ASSIGNMENT ▸ Copy each entry below unchanged; the images do not go in the copy.

SOURCE MATERIAL ▸

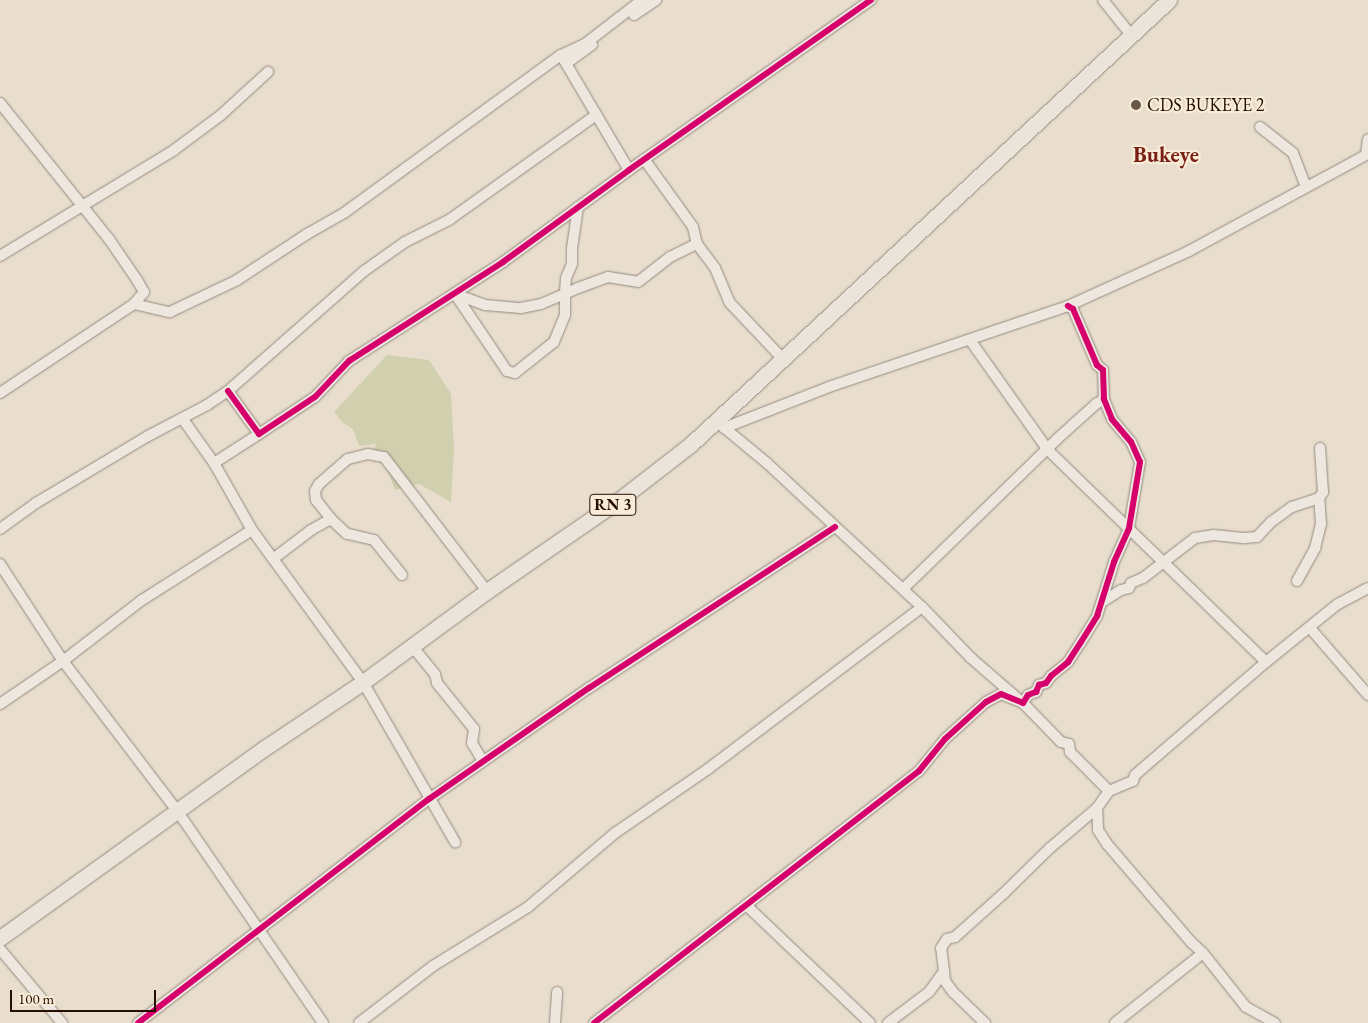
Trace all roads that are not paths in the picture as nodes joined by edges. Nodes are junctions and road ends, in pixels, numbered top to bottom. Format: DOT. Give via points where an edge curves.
graph roads {
  1 [pos="642,0"];
  2 [pos="656,0"];
  3 [pos="871,0"];
  4 [pos="1103,0"];
  5 [pos="1169,0"];
  6 [pos="1131,35"];
  7 [pos="564,59"];
  8 [pos="268,72"];
  9 [pos="0,103"];
  10 [pos="596,116"];
  11 [pos="1260,127"];
  12 [pos="1368,139"];
  13 [pos="1367,154"];
  14 [pos="644,159"];
  15 [pos="629,170"];
  16 [pos="1306,186"];
  17 [pos="82,205"];
  18 [pos="578,207"];
  19 [pos="697,244"];
  20 [pos="0,256"];
  21 [pos="455,294"];
  22 [pos="565,294"];
  23 [pos="134,304"];
  24 [pos="1068,306"];
  25 [pos="970,340"];
  26 [pos="783,359"];
  27 [pos="228,391"];
  28 [pos="0,393"];
  29 [pos="1104,399"];
  30 [pos="182,418"];
  31 [pos="721,424"];
  32 [pos="259,434"];
  33 [pos="1320,448"];
  34 [pos="1048,450"];
  35 [pos="214,463"];
  36 [pos="1319,498"];
  37 [pos="331,519"];
  38 [pos="835,527"];
  39 [pos="1129,528"];
  40 [pos="0,529"];
  41 [pos="252,530"];
  42 [pos="273,560"];
  43 [pos="1164,562"];
  44 [pos="0,564"];
  45 [pos="402,575"];
  46 [pos="1297,581"];
  47 [pos="1368,588"];
  48 [pos="903,590"];
  49 [pos="487,591"];
  50 [pos="1102,602"];
  51 [pos="922,607"];
  52 [pos="1310,628"];
  53 [pos="412,646"];
  54 [pos="63,661"];
  55 [pos="1266,662"];
  56 [pos="363,682"];
  57 [pos="1368,695"];
  58 [pos="1023,703"];
  59 [pos="0,704"];
  60 [pos="483,761"];
  61 [pos="1109,791"];
  62 [pos="429,799"];
  63 [pos="1097,808"];
  64 [pos="178,812"];
  65 [pos="455,842"];
  66 [pos="746,905"];
  67 [pos="258,929"];
  68 [pos="0,938"];
  69 [pos="0,949"];
  70 [pos="1203,953"];
  71 [pos="944,971"];
  72 [pos="557,992"];
  73 [pos="62,1023"];
  74 [pos="138,1023"];
  75 [pos="323,1023"];
  76 [pos="359,1023"];
  77 [pos="555,1023"];
  78 [pos="594,1023"];
  79 [pos="870,1023"];
  80 [pos="888,1023"];
  81 [pos="985,1023"];
  82 [pos="1115,1023"];
  83 [pos="1274,1023"];
  1 -- 7 [label="street"];
  2 -- 7 [label="street"];
  3 -- 14 [label="street"];
  4 -- 6 [label="street"];
  5 -- 6 [label="highway, RN 3"];
  6 -- 26 [label="highway, RN 3"];
  7 -- 10 [label="street"];
  7 -- 23 [label="street" via="344,213 236,280 170,312"];
  8 -- 17 [label="street" via="221,115 174,150"];
  9 -- 17 [label="street"];
  10 -- 15 [label="street"];
  10 -- 27 [label="street" via="449,220 405,242 364,271"];
  11 -- 16 [label="street" via="1293,153"];
  12 -- 13 [label="street"];
  13 -- 16 [label="street"];
  14 -- 15 [label="street"];
  14 -- 19 [label="street" via="693,227"];
  15 -- 18 [label="street"];
  16 -- 24 [label="street" via="1188,251"];
  17 -- 20 [label="street"];
  17 -- 23 [label="street" via="144,292"];
  18 -- 21 [label="street"];
  18 -- 22 [label="street"];
  19 -- 22 [label="street" via="670,257 638,282 608,277"];
  19 -- 26 [label="street" via="715,268 730,303"];
  21 -- 22 [label="street" via="485,305 521,308"];
  21 -- 22 [label="street" via="507,371 515,373 554,342 565,315"];
  21 -- 32 [label="street" via="349,361 316,397"];
  23 -- 28 [label="street"];
  24 -- 25 [label="street"];
  24 -- 29 [label="street" via="1073,309 1102,370"];
  25 -- 31 [label="street"];
  25 -- 34 [label="street"];
  26 -- 31 [label="highway, RN 3"];
  27 -- 30 [label="street"];
  27 -- 32 [label="street"];
  29 -- 34 [label="street"];
  29 -- 39 [label="street" via="1115,425 1131,442 1140,462"];
  30 -- 35 [label="street"];
  30 -- 40 [label="street" via="36,503"];
  31 -- 38 [label="street"];
  31 -- 49 [label="highway, RN 3" via="619,500"];
  32 -- 35 [label="street"];
  33 -- 36 [label="street" via="1323,492"];
  34 -- 39 [label="street"];
  34 -- 48 [label="street"];
  35 -- 41 [label="street"];
  36 -- 43 [label="street" via="1292,506 1270,522 1258,537 1214,535 1195,538"];
  36 -- 46 [label="street" via="1321,524 1315,548"];
  37 -- 42 [label="street" via="311,530"];
  37 -- 45 [label="street" via="347,534 374,540"];
  37 -- 49 [label="street" via="316,500 315,491 319,484 348,459 378,454 384,457"];
  38 -- 48 [label="street"];
  38 -- 60 [label="street"];
  39 -- 43 [label="street"];
  39 -- 50 [label="street"];
  41 -- 42 [label="street"];
  41 -- 54 [label="street" via="142,600"];
  42 -- 56 [label="street"];
  43 -- 50 [label="street" via="1131,583 1129,588"];
  43 -- 55 [label="street"];
  44 -- 54 [label="street"];
  47 -- 52 [label="street" via="1338,604"];
  48 -- 51 [label="street"];
  49 -- 53 [label="highway, RN 3"];
  50 -- 58 [label="street" via="1097,616 1068,662 1046,684 1039,685 1036,692 1028,695"];
  51 -- 58 [label="street" via="971,658"];
  51 -- 76 [label="street" via="716,763 615,833 528,907 433,966"];
  52 -- 55 [label="street"];
  52 -- 57 [label="street"];
  53 -- 56 [label="highway, RN 3"];
  53 -- 60 [label="street" via="474,728 472,743"];
  54 -- 59 [label="street"];
  54 -- 64 [label="street"];
  55 -- 61 [label="street" via="1135,775 1133,781"];
  56 -- 62 [label="street"];
  56 -- 64 [label="highway, RN 3" via="266,747"];
  58 -- 61 [label="street" via="1061,742 1068,744 1070,752"];
  58 -- 66 [label="street" via="1001,694 986,702 945,739 919,771"];
  60 -- 62 [label="street"];
  61 -- 63 [label="street"];
  62 -- 65 [label="street"];
  62 -- 67 [label="street"];
  63 -- 70 [label="street" via="1098,830 1107,844"];
  63 -- 71 [label="street" via="955,937 947,939 942,948"];
  64 -- 67 [label="street"];
  64 -- 68 [label="highway, RN 3"];
  66 -- 78 [label="street"];
  66 -- 79 [label="street"];
  67 -- 74 [label="street"];
  67 -- 75 [label="street"];
  69 -- 73 [label="street"];
  70 -- 82 [label="street"];
  70 -- 83 [label="street" via="1246,1007"];
  71 -- 80 [label="street" via="929,992"];
  71 -- 81 [label="street" via="945,980 953,992"];
  72 -- 77 [label="street"];
}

REPLY ▸
Trace all roads that are not paths in the picture as nodes joined by edges. Nodes are junctions and road ends, in pixels, numbered top to bottom. Format: DOT. Give via points where an edge curves.
graph roads {
  1 [pos="642,0"];
  2 [pos="656,0"];
  3 [pos="871,0"];
  4 [pos="1103,0"];
  5 [pos="1169,0"];
  6 [pos="1131,35"];
  7 [pos="564,59"];
  8 [pos="268,72"];
  9 [pos="0,103"];
  10 [pos="596,116"];
  11 [pos="1260,127"];
  12 [pos="1368,139"];
  13 [pos="1367,154"];
  14 [pos="644,159"];
  15 [pos="629,170"];
  16 [pos="1306,186"];
  17 [pos="82,205"];
  18 [pos="578,207"];
  19 [pos="697,244"];
  20 [pos="0,256"];
  21 [pos="455,294"];
  22 [pos="565,294"];
  23 [pos="134,304"];
  24 [pos="1068,306"];
  25 [pos="970,340"];
  26 [pos="783,359"];
  27 [pos="228,391"];
  28 [pos="0,393"];
  29 [pos="1104,399"];
  30 [pos="182,418"];
  31 [pos="721,424"];
  32 [pos="259,434"];
  33 [pos="1320,448"];
  34 [pos="1048,450"];
  35 [pos="214,463"];
  36 [pos="1319,498"];
  37 [pos="331,519"];
  38 [pos="835,527"];
  39 [pos="1129,528"];
  40 [pos="0,529"];
  41 [pos="252,530"];
  42 [pos="273,560"];
  43 [pos="1164,562"];
  44 [pos="0,564"];
  45 [pos="402,575"];
  46 [pos="1297,581"];
  47 [pos="1368,588"];
  48 [pos="903,590"];
  49 [pos="487,591"];
  50 [pos="1102,602"];
  51 [pos="922,607"];
  52 [pos="1310,628"];
  53 [pos="412,646"];
  54 [pos="63,661"];
  55 [pos="1266,662"];
  56 [pos="363,682"];
  57 [pos="1368,695"];
  58 [pos="1023,703"];
  59 [pos="0,704"];
  60 [pos="483,761"];
  61 [pos="1109,791"];
  62 [pos="429,799"];
  63 [pos="1097,808"];
  64 [pos="178,812"];
  65 [pos="455,842"];
  66 [pos="746,905"];
  67 [pos="258,929"];
  68 [pos="0,938"];
  69 [pos="0,949"];
  70 [pos="1203,953"];
  71 [pos="944,971"];
  72 [pos="557,992"];
  73 [pos="62,1023"];
  74 [pos="138,1023"];
  75 [pos="323,1023"];
  76 [pos="359,1023"];
  77 [pos="555,1023"];
  78 [pos="594,1023"];
  79 [pos="870,1023"];
  80 [pos="888,1023"];
  81 [pos="985,1023"];
  82 [pos="1115,1023"];
  83 [pos="1274,1023"];
  1 -- 7 [label="street"];
  2 -- 7 [label="street"];
  3 -- 14 [label="street"];
  4 -- 6 [label="street"];
  5 -- 6 [label="highway, RN 3"];
  6 -- 26 [label="highway, RN 3"];
  7 -- 10 [label="street"];
  7 -- 23 [label="street" via="344,213 236,280 170,312"];
  8 -- 17 [label="street" via="221,115 174,150"];
  9 -- 17 [label="street"];
  10 -- 15 [label="street"];
  10 -- 27 [label="street" via="449,220 405,242 364,271"];
  11 -- 16 [label="street" via="1293,153"];
  12 -- 13 [label="street"];
  13 -- 16 [label="street"];
  14 -- 15 [label="street"];
  14 -- 19 [label="street" via="693,227"];
  15 -- 18 [label="street"];
  16 -- 24 [label="street" via="1188,251"];
  17 -- 20 [label="street"];
  17 -- 23 [label="street" via="144,292"];
  18 -- 21 [label="street"];
  18 -- 22 [label="street"];
  19 -- 22 [label="street" via="670,257 638,282 608,277"];
  19 -- 26 [label="street" via="715,268 730,303"];
  21 -- 22 [label="street" via="485,305 521,308"];
  21 -- 22 [label="street" via="507,371 515,373 554,342 565,315"];
  21 -- 32 [label="street" via="349,361 316,397"];
  23 -- 28 [label="street"];
  24 -- 25 [label="street"];
  24 -- 29 [label="street" via="1073,309 1102,370"];
  25 -- 31 [label="street"];
  25 -- 34 [label="street"];
  26 -- 31 [label="highway, RN 3"];
  27 -- 30 [label="street"];
  27 -- 32 [label="street"];
  29 -- 34 [label="street"];
  29 -- 39 [label="street" via="1115,425 1131,442 1140,462"];
  30 -- 35 [label="street"];
  30 -- 40 [label="street" via="36,503"];
  31 -- 38 [label="street"];
  31 -- 49 [label="highway, RN 3" via="619,500"];
  32 -- 35 [label="street"];
  33 -- 36 [label="street" via="1323,492"];
  34 -- 39 [label="street"];
  34 -- 48 [label="street"];
  35 -- 41 [label="street"];
  36 -- 43 [label="street" via="1292,506 1270,522 1258,537 1214,535 1195,538"];
  36 -- 46 [label="street" via="1321,524 1315,548"];
  37 -- 42 [label="street" via="311,530"];
  37 -- 45 [label="street" via="347,534 374,540"];
  37 -- 49 [label="street" via="316,500 315,491 319,484 348,459 378,454 384,457"];
  38 -- 48 [label="street"];
  38 -- 60 [label="street"];
  39 -- 43 [label="street"];
  39 -- 50 [label="street"];
  41 -- 42 [label="street"];
  41 -- 54 [label="street" via="142,600"];
  42 -- 56 [label="street"];
  43 -- 50 [label="street" via="1131,583 1129,588"];
  43 -- 55 [label="street"];
  44 -- 54 [label="street"];
  47 -- 52 [label="street" via="1338,604"];
  48 -- 51 [label="street"];
  49 -- 53 [label="highway, RN 3"];
  50 -- 58 [label="street" via="1097,616 1068,662 1046,684 1039,685 1036,692 1028,695"];
  51 -- 58 [label="street" via="971,658"];
  51 -- 76 [label="street" via="716,763 615,833 528,907 433,966"];
  52 -- 55 [label="street"];
  52 -- 57 [label="street"];
  53 -- 56 [label="highway, RN 3"];
  53 -- 60 [label="street" via="474,728 472,743"];
  54 -- 59 [label="street"];
  54 -- 64 [label="street"];
  55 -- 61 [label="street" via="1135,775 1133,781"];
  56 -- 62 [label="street"];
  56 -- 64 [label="highway, RN 3" via="266,747"];
  58 -- 61 [label="street" via="1061,742 1068,744 1070,752"];
  58 -- 66 [label="street" via="1001,694 986,702 945,739 919,771"];
  60 -- 62 [label="street"];
  61 -- 63 [label="street"];
  62 -- 65 [label="street"];
  62 -- 67 [label="street"];
  63 -- 70 [label="street" via="1098,830 1107,844"];
  63 -- 71 [label="street" via="955,937 947,939 942,948"];
  64 -- 67 [label="street"];
  64 -- 68 [label="highway, RN 3"];
  66 -- 78 [label="street"];
  66 -- 79 [label="street"];
  67 -- 74 [label="street"];
  67 -- 75 [label="street"];
  69 -- 73 [label="street"];
  70 -- 82 [label="street"];
  70 -- 83 [label="street" via="1246,1007"];
  71 -- 80 [label="street" via="929,992"];
  71 -- 81 [label="street" via="945,980 953,992"];
  72 -- 77 [label="street"];
}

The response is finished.